[DATA FOR THIS EXERCISE Boundary: Start]
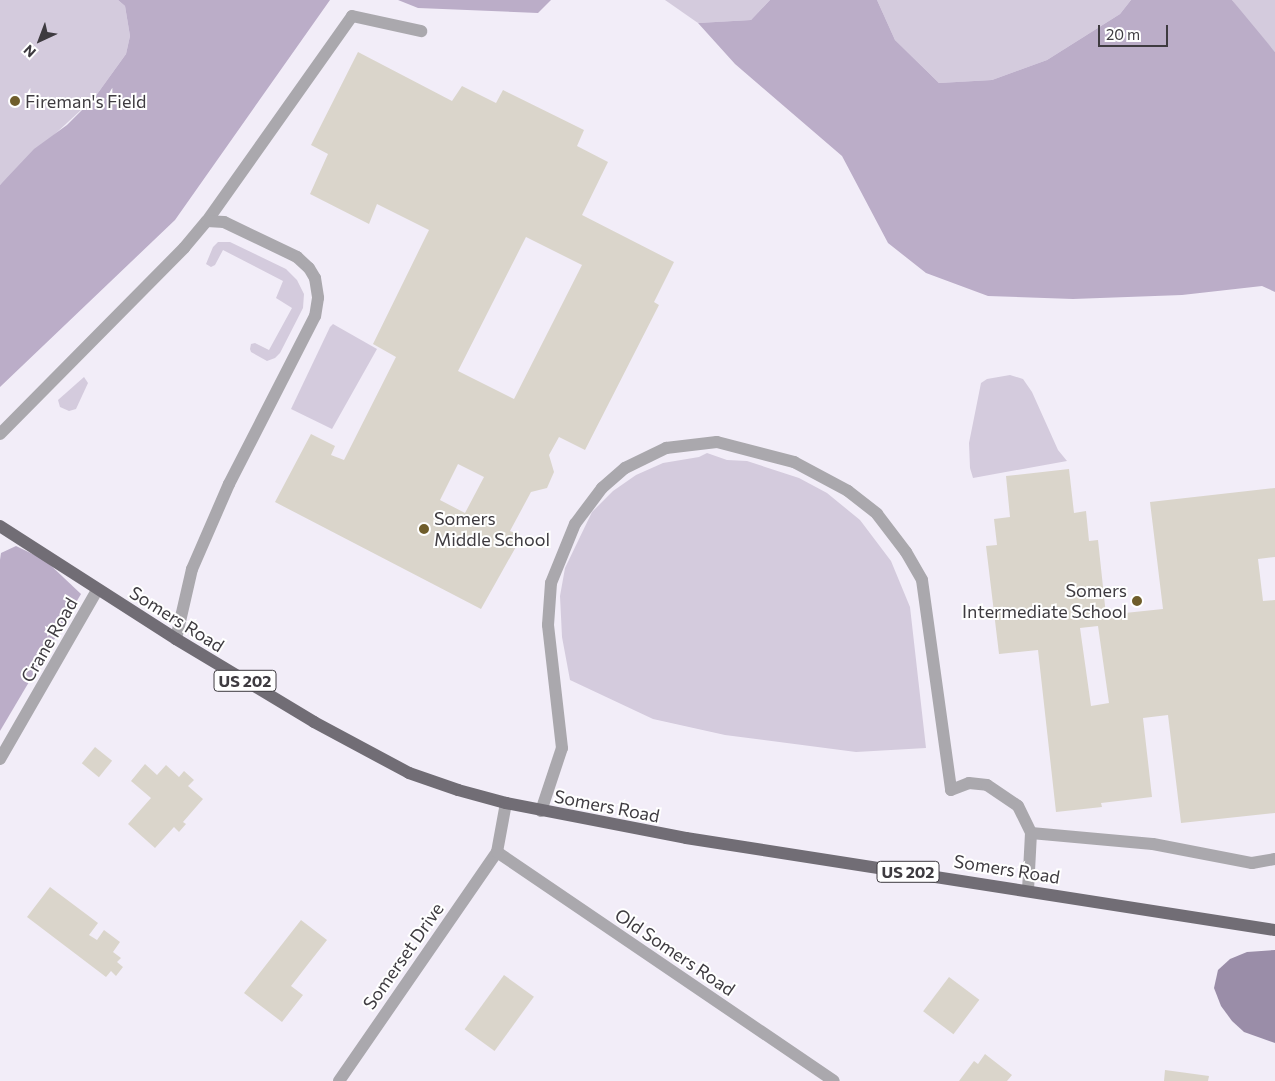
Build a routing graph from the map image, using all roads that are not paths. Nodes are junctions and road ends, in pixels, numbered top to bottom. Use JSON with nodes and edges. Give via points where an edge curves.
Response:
{"nodes":[{"id":1,"x":421,"y":31,"type":"dead end"},
{"id":2,"x":207,"y":221,"type":"junction"},
{"id":3,"x":0,"y":434,"type":"edge"},
{"id":4,"x":0,"y":526,"type":"edge"},
{"id":5,"x":97,"y":590,"type":"junction"},
{"id":6,"x":176,"y":639,"type":"junction"},
{"id":7,"x":0,"y":759,"type":"edge"},
{"id":8,"x":506,"y":803,"type":"junction"},
{"id":9,"x":541,"y":811,"type":"junction"},
{"id":10,"x":1031,"y":833,"type":"junction"},
{"id":11,"x":497,"y":852,"type":"junction"},
{"id":12,"x":1275,"y":859,"type":"edge"},
{"id":13,"x":1028,"y":890,"type":"junction"},
{"id":14,"x":1275,"y":930,"type":"edge"},
{"id":15,"x":339,"y":1081,"type":"edge"},
{"id":16,"x":834,"y":1081,"type":"edge"}],
"edges":[{"from":1,"to":2,"type":"street","via":[[352,16]]},
{"from":2,"to":3,"type":"street"},
{"from":2,"to":6,"type":"street","via":[[224,222],[298,257],[315,278],[318,298],[315,316],[229,484],[192,569]]},
{"from":4,"to":5,"type":"main road","name":"Somers Road","number":"US 202"},
{"from":5,"to":6,"type":"main road","name":"Somers Road","number":"US 202"},
{"from":5,"to":7,"type":"street","name":"Crane Road"},
{"from":6,"to":8,"type":"main road","name":"Somers Road","number":"US 202","via":[[366,752],[409,773]]},
{"from":8,"to":9,"type":"main road","name":"Somers Road","number":"US 202"},
{"from":8,"to":11,"type":"street"},
{"from":9,"to":10,"type":"street","via":[[562,748],[548,624],[551,584],[575,524],[602,488],[625,468],[666,448],[716,442],[794,462],[848,491],[877,514],[895,536],[922,580],[951,790],[969,783],[986,785],[1018,806]]},
{"from":9,"to":13,"type":"main road","name":"Somers Road","number":"US 202","via":[[696,840]]},
{"from":10,"to":12,"type":"street","via":[[1154,844],[1252,863]]},
{"from":10,"to":13,"type":"street"},
{"from":11,"to":15,"type":"street","name":"Somerset Drive"},
{"from":11,"to":16,"type":"street","name":"Old Somers Road"},
{"from":13,"to":14,"type":"main road","name":"Somers Road","number":"US 202"}]}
[DATA FOR THIS EXERCISE Boundary: End]
TASK DIRECTIONS - Please go over the data above and tally every line holding "nodes"; reply only with the count.

WRITTEN RESPONSE - 2